Could you write out the records exactly as they are given?

Start of Data for processing

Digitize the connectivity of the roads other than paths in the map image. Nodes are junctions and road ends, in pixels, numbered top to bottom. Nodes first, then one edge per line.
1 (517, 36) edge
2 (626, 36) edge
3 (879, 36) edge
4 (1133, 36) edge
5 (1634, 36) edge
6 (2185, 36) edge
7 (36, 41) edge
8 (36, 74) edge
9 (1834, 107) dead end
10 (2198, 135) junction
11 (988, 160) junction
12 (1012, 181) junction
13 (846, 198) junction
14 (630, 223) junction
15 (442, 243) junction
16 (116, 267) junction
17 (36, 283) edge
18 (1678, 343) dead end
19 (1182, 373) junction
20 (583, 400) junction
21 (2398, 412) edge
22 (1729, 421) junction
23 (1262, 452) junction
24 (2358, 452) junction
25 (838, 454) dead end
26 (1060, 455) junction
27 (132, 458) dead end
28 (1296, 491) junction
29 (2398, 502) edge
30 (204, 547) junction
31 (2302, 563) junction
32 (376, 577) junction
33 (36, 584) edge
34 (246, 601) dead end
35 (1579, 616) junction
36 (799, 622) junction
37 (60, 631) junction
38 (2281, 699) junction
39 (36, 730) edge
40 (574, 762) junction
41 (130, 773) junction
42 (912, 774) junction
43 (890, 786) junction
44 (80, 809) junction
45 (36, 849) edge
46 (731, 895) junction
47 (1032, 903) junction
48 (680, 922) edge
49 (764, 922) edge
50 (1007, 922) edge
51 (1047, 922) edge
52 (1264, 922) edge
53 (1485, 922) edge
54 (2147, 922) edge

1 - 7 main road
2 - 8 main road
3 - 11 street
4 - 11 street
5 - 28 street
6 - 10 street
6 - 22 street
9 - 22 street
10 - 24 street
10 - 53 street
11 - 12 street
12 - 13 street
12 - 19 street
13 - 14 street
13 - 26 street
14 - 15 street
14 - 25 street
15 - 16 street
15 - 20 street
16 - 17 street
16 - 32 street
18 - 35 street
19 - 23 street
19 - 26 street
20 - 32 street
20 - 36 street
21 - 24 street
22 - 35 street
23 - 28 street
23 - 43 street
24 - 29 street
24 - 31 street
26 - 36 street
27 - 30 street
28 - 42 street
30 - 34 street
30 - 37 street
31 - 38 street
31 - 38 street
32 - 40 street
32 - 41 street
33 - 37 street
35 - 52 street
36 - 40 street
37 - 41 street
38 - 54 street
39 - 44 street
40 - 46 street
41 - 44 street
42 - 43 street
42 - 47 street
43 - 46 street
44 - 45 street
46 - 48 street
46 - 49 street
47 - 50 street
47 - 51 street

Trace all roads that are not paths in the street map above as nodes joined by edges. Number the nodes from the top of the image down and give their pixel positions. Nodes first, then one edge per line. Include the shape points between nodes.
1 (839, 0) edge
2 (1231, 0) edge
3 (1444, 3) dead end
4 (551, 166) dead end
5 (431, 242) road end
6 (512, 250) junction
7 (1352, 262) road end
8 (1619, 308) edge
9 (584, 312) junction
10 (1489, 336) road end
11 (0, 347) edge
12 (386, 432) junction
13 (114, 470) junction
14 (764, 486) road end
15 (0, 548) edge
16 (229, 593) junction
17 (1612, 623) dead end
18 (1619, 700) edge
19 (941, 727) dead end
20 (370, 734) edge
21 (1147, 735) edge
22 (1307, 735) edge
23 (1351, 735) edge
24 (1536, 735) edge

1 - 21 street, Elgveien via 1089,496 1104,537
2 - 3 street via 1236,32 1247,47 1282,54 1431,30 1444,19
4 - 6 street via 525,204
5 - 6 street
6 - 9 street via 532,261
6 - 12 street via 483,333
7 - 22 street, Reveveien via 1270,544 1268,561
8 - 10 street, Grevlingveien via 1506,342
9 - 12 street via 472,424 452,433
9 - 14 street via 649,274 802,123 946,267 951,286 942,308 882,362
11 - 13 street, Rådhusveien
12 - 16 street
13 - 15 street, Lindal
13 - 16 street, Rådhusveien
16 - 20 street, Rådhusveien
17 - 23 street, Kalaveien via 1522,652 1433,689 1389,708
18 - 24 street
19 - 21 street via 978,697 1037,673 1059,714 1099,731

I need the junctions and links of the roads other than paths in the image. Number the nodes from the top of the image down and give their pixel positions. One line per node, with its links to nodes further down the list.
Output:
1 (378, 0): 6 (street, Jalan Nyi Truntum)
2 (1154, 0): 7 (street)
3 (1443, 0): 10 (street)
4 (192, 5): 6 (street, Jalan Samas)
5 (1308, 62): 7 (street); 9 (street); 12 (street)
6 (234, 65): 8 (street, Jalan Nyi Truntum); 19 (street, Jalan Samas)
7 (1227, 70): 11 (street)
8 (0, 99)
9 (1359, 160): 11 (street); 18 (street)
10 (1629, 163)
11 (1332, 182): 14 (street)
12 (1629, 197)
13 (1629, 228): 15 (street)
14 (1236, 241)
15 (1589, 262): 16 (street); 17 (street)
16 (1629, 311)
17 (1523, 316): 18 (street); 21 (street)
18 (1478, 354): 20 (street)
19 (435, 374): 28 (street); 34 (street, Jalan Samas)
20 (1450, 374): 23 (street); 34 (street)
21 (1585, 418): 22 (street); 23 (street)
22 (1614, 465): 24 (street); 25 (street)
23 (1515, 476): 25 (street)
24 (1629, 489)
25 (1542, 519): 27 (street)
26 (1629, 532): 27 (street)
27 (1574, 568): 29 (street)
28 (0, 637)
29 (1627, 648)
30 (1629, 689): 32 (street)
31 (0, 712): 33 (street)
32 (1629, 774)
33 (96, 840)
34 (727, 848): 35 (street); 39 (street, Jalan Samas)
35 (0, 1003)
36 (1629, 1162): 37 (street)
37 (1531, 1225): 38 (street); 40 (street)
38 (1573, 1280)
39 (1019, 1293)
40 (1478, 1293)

End of Data for processing

[Task response]
Digitize the connectivity of the roads other than paths in the map image. Nodes are junctions and road ends, in pixels, numbered top to bottom. Nodes first, then one edge per line.
1 (517, 36) edge
2 (626, 36) edge
3 (879, 36) edge
4 (1133, 36) edge
5 (1634, 36) edge
6 (2185, 36) edge
7 (36, 41) edge
8 (36, 74) edge
9 (1834, 107) dead end
10 (2198, 135) junction
11 (988, 160) junction
12 (1012, 181) junction
13 (846, 198) junction
14 (630, 223) junction
15 (442, 243) junction
16 (116, 267) junction
17 (36, 283) edge
18 (1678, 343) dead end
19 (1182, 373) junction
20 (583, 400) junction
21 (2398, 412) edge
22 (1729, 421) junction
23 (1262, 452) junction
24 (2358, 452) junction
25 (838, 454) dead end
26 (1060, 455) junction
27 (132, 458) dead end
28 (1296, 491) junction
29 (2398, 502) edge
30 (204, 547) junction
31 (2302, 563) junction
32 (376, 577) junction
33 (36, 584) edge
34 (246, 601) dead end
35 (1579, 616) junction
36 (799, 622) junction
37 (60, 631) junction
38 (2281, 699) junction
39 (36, 730) edge
40 (574, 762) junction
41 (130, 773) junction
42 (912, 774) junction
43 (890, 786) junction
44 (80, 809) junction
45 (36, 849) edge
46 (731, 895) junction
47 (1032, 903) junction
48 (680, 922) edge
49 (764, 922) edge
50 (1007, 922) edge
51 (1047, 922) edge
52 (1264, 922) edge
53 (1485, 922) edge
54 (2147, 922) edge

1 - 7 main road
2 - 8 main road
3 - 11 street
4 - 11 street
5 - 28 street
6 - 10 street
6 - 22 street
9 - 22 street
10 - 24 street
10 - 53 street
11 - 12 street
12 - 13 street
12 - 19 street
13 - 14 street
13 - 26 street
14 - 15 street
14 - 25 street
15 - 16 street
15 - 20 street
16 - 17 street
16 - 32 street
18 - 35 street
19 - 23 street
19 - 26 street
20 - 32 street
20 - 36 street
21 - 24 street
22 - 35 street
23 - 28 street
23 - 43 street
24 - 29 street
24 - 31 street
26 - 36 street
27 - 30 street
28 - 42 street
30 - 34 street
30 - 37 street
31 - 38 street
31 - 38 street
32 - 40 street
32 - 41 street
33 - 37 street
35 - 52 street
36 - 40 street
37 - 41 street
38 - 54 street
39 - 44 street
40 - 46 street
41 - 44 street
42 - 43 street
42 - 47 street
43 - 46 street
44 - 45 street
46 - 48 street
46 - 49 street
47 - 50 street
47 - 51 street

Trace all roads that are not paths in the street map above as nodes joined by edges. Number the nodes from the top of the image down and give their pixel positions. Nodes first, then one edge per line. Include the shape points between nodes.
1 (839, 0) edge
2 (1231, 0) edge
3 (1444, 3) dead end
4 (551, 166) dead end
5 (431, 242) road end
6 (512, 250) junction
7 (1352, 262) road end
8 (1619, 308) edge
9 (584, 312) junction
10 (1489, 336) road end
11 (0, 347) edge
12 (386, 432) junction
13 (114, 470) junction
14 (764, 486) road end
15 (0, 548) edge
16 (229, 593) junction
17 (1612, 623) dead end
18 (1619, 700) edge
19 (941, 727) dead end
20 (370, 734) edge
21 (1147, 735) edge
22 (1307, 735) edge
23 (1351, 735) edge
24 (1536, 735) edge

1 - 21 street, Elgveien via 1089,496 1104,537
2 - 3 street via 1236,32 1247,47 1282,54 1431,30 1444,19
4 - 6 street via 525,204
5 - 6 street
6 - 9 street via 532,261
6 - 12 street via 483,333
7 - 22 street, Reveveien via 1270,544 1268,561
8 - 10 street, Grevlingveien via 1506,342
9 - 12 street via 472,424 452,433
9 - 14 street via 649,274 802,123 946,267 951,286 942,308 882,362
11 - 13 street, Rådhusveien
12 - 16 street
13 - 15 street, Lindal
13 - 16 street, Rådhusveien
16 - 20 street, Rådhusveien
17 - 23 street, Kalaveien via 1522,652 1433,689 1389,708
18 - 24 street
19 - 21 street via 978,697 1037,673 1059,714 1099,731

I need the junctions and links of the roads other than paths in the image. Number the nodes from the top of the image down and give their pixel positions. One line per node, with its links to nodes further down the list.
Output:
1 (378, 0): 6 (street, Jalan Nyi Truntum)
2 (1154, 0): 7 (street)
3 (1443, 0): 10 (street)
4 (192, 5): 6 (street, Jalan Samas)
5 (1308, 62): 7 (street); 9 (street); 12 (street)
6 (234, 65): 8 (street, Jalan Nyi Truntum); 19 (street, Jalan Samas)
7 (1227, 70): 11 (street)
8 (0, 99)
9 (1359, 160): 11 (street); 18 (street)
10 (1629, 163)
11 (1332, 182): 14 (street)
12 (1629, 197)
13 (1629, 228): 15 (street)
14 (1236, 241)
15 (1589, 262): 16 (street); 17 (street)
16 (1629, 311)
17 (1523, 316): 18 (street); 21 (street)
18 (1478, 354): 20 (street)
19 (435, 374): 28 (street); 34 (street, Jalan Samas)
20 (1450, 374): 23 (street); 34 (street)
21 (1585, 418): 22 (street); 23 (street)
22 (1614, 465): 24 (street); 25 (street)
23 (1515, 476): 25 (street)
24 (1629, 489)
25 (1542, 519): 27 (street)
26 (1629, 532): 27 (street)
27 (1574, 568): 29 (street)
28 (0, 637)
29 (1627, 648)
30 (1629, 689): 32 (street)
31 (0, 712): 33 (street)
32 (1629, 774)
33 (96, 840)
34 (727, 848): 35 (street); 39 (street, Jalan Samas)
35 (0, 1003)
36 (1629, 1162): 37 (street)
37 (1531, 1225): 38 (street); 40 (street)
38 (1573, 1280)
39 (1019, 1293)
40 (1478, 1293)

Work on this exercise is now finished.